Stored data:
======

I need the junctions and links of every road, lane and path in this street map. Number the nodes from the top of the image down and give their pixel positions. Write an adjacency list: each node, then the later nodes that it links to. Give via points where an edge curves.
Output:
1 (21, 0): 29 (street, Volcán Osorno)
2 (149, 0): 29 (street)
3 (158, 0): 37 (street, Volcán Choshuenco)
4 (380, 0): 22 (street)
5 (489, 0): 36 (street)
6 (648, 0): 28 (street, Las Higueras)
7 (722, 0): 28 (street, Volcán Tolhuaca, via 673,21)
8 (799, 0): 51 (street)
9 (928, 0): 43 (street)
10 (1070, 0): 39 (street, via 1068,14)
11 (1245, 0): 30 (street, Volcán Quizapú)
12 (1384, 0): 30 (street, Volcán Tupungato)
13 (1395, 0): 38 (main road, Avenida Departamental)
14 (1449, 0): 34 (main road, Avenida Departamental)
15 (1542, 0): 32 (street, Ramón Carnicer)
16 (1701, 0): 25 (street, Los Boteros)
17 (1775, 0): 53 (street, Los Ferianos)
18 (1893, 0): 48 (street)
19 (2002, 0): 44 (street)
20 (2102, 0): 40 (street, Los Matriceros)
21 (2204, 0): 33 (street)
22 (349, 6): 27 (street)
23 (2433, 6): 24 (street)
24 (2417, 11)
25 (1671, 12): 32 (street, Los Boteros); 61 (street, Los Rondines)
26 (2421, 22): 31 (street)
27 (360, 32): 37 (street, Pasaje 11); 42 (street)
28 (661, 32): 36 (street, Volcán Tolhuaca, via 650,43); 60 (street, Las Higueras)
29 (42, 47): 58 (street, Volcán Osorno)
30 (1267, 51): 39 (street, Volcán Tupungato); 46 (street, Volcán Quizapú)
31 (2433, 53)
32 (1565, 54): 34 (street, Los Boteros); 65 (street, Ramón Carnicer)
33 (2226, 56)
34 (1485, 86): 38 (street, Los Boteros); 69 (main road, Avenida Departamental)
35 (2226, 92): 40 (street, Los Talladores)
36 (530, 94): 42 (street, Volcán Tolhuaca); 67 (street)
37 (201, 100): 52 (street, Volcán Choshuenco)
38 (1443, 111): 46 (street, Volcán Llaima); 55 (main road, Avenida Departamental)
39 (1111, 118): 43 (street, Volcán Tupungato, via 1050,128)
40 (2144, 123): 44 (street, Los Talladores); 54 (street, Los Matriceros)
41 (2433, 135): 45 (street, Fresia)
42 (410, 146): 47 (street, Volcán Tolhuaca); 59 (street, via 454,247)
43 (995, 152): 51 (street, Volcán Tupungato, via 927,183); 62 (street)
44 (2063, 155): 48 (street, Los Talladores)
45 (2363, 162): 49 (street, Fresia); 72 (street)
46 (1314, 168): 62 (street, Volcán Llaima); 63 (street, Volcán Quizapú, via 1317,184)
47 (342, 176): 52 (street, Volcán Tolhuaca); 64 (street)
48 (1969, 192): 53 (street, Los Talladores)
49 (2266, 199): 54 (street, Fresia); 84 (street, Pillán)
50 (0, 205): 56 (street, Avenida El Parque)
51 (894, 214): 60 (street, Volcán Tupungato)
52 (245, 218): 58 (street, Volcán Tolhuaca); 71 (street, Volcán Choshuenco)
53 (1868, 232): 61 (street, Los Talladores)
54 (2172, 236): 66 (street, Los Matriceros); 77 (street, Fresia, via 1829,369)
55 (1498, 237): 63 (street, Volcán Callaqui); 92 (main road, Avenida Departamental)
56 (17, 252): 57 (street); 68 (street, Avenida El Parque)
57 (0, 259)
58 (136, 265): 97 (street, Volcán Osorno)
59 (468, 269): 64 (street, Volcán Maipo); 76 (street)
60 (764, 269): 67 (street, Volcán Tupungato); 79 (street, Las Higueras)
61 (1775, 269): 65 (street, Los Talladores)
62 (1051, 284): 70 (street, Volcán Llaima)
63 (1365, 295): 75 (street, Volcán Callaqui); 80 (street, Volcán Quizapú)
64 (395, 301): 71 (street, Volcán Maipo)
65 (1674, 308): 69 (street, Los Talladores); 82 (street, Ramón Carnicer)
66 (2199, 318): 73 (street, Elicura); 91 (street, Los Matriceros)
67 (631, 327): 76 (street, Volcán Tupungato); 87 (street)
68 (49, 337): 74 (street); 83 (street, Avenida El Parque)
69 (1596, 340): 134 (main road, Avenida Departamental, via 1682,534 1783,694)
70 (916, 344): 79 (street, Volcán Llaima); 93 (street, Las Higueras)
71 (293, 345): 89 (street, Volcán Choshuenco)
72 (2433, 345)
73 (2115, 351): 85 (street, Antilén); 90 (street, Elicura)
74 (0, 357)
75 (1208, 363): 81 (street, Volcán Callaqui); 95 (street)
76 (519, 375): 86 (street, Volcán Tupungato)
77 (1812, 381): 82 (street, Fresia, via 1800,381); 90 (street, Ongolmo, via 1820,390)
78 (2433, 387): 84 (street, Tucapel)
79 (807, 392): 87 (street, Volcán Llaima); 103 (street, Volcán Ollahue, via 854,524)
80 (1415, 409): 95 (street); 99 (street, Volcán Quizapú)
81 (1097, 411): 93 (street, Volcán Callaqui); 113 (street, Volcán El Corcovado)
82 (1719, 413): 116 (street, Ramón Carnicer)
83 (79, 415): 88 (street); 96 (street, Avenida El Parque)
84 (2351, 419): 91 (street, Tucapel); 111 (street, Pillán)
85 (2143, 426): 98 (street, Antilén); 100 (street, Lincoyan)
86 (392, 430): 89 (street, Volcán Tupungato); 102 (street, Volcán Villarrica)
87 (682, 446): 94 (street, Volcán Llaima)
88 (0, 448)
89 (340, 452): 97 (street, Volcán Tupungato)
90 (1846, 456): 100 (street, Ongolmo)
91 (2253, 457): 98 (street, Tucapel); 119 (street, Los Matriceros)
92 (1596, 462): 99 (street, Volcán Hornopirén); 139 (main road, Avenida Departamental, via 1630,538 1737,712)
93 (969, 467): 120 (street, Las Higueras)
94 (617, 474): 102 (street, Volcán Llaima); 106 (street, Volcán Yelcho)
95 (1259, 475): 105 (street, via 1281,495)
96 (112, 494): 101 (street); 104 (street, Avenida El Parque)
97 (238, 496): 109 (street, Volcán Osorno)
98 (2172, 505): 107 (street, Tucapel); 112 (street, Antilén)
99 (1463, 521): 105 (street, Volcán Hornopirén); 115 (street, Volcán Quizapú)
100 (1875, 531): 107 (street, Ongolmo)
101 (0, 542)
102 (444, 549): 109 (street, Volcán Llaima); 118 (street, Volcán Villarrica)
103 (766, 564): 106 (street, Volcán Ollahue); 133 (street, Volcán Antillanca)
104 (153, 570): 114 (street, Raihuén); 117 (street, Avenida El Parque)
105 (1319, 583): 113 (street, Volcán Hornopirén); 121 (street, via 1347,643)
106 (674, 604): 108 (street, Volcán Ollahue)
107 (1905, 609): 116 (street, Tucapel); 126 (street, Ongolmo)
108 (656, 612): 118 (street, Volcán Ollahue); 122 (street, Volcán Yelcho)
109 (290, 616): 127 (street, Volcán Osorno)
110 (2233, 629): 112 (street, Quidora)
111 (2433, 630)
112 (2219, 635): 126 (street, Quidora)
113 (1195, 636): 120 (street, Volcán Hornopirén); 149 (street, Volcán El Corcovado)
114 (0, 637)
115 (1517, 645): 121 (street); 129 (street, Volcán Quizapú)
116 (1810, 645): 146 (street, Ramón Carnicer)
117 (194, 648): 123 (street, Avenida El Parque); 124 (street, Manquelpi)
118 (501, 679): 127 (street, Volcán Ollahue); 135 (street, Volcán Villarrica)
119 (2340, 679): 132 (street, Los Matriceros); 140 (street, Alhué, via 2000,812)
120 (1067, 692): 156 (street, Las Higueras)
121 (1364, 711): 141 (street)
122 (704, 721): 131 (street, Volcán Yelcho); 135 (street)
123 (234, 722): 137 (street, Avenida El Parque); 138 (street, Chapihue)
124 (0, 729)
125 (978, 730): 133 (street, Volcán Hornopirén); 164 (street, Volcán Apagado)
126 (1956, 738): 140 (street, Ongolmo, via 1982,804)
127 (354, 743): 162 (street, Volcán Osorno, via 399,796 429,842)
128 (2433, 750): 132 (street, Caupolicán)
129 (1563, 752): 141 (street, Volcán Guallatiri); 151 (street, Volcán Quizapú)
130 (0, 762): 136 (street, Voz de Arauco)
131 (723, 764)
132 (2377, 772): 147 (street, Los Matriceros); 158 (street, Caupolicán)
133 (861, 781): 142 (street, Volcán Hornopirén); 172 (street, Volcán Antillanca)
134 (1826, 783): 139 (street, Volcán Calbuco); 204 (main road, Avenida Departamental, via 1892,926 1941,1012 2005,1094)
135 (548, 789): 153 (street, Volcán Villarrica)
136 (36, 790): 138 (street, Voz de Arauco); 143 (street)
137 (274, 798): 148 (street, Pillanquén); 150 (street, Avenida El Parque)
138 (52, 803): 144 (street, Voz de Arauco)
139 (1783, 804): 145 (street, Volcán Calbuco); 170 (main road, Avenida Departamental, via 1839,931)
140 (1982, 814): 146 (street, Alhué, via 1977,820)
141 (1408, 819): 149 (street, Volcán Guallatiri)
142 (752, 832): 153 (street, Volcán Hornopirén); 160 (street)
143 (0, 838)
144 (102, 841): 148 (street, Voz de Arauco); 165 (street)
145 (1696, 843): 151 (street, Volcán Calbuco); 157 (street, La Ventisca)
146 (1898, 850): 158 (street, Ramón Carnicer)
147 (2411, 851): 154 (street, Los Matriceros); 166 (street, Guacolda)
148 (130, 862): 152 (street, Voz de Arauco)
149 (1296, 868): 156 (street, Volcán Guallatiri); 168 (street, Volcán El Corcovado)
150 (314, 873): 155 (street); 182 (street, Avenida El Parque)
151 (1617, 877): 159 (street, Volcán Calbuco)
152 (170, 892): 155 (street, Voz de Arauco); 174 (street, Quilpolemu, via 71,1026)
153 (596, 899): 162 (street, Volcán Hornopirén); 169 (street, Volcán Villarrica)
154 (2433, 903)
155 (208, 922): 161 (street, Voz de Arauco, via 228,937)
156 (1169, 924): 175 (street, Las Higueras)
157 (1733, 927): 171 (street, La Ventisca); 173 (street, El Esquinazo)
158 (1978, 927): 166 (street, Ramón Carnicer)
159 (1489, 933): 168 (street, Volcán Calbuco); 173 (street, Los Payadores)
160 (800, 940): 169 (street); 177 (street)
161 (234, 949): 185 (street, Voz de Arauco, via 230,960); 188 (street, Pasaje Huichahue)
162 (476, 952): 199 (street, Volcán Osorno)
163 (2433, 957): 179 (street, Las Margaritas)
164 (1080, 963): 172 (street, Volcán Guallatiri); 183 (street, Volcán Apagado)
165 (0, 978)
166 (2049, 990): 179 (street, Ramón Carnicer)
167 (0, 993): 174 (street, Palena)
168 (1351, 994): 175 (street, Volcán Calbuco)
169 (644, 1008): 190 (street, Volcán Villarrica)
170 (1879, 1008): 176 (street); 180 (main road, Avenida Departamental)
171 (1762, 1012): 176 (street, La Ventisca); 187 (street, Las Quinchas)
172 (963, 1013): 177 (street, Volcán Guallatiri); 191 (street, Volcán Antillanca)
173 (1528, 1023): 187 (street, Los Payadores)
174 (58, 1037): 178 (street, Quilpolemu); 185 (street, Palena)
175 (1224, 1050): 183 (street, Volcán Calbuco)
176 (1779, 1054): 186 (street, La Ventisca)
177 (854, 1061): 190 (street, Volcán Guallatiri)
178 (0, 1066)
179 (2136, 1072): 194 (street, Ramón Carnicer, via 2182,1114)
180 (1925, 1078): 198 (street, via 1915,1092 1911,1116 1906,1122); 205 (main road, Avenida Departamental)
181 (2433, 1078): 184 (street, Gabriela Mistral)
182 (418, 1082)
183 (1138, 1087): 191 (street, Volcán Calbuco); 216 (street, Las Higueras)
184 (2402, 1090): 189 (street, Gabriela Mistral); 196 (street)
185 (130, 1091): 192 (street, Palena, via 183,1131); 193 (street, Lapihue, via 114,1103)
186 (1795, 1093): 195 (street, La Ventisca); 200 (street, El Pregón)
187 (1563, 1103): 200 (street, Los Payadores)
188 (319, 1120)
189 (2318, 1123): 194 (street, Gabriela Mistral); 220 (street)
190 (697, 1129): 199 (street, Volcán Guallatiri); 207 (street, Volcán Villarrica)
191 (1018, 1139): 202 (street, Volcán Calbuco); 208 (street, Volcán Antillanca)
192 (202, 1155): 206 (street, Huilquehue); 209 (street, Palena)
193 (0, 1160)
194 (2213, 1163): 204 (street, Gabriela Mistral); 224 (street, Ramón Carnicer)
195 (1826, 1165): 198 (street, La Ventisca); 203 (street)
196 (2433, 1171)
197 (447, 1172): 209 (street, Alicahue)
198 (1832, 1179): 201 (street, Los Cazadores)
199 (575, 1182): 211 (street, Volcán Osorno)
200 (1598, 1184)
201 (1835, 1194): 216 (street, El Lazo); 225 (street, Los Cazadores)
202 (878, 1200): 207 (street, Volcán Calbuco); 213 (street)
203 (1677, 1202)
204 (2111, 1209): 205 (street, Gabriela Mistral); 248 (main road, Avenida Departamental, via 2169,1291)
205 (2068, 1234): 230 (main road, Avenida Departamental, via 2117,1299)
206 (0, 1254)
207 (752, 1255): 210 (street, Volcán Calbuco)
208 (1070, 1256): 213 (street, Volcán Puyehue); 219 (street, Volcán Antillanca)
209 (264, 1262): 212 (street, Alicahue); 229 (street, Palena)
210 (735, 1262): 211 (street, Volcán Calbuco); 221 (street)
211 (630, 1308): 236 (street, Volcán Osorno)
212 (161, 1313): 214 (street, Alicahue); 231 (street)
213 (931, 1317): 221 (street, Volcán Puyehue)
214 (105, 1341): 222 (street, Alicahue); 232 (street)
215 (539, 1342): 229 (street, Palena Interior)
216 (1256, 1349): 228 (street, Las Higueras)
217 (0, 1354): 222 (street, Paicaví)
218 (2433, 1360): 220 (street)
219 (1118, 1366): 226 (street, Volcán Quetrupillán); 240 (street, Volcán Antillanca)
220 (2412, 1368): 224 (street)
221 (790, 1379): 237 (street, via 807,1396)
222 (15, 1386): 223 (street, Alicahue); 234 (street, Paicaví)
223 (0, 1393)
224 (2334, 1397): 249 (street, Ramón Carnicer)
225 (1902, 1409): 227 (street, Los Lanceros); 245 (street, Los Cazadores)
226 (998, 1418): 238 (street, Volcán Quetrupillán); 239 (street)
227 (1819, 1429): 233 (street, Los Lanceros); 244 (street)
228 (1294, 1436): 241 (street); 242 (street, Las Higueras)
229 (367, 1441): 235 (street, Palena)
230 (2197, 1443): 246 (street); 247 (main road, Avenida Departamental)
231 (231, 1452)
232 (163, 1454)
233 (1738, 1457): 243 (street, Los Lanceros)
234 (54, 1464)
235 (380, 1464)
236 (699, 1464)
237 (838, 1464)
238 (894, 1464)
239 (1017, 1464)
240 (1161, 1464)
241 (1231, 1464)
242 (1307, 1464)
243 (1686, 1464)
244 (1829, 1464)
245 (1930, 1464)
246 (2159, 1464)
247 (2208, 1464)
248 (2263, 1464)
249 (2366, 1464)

======

TASK BRIEF – Going through the entries above, count each line that has the word "Yelcho" and report only the count.

OUTPUT BELOW – 3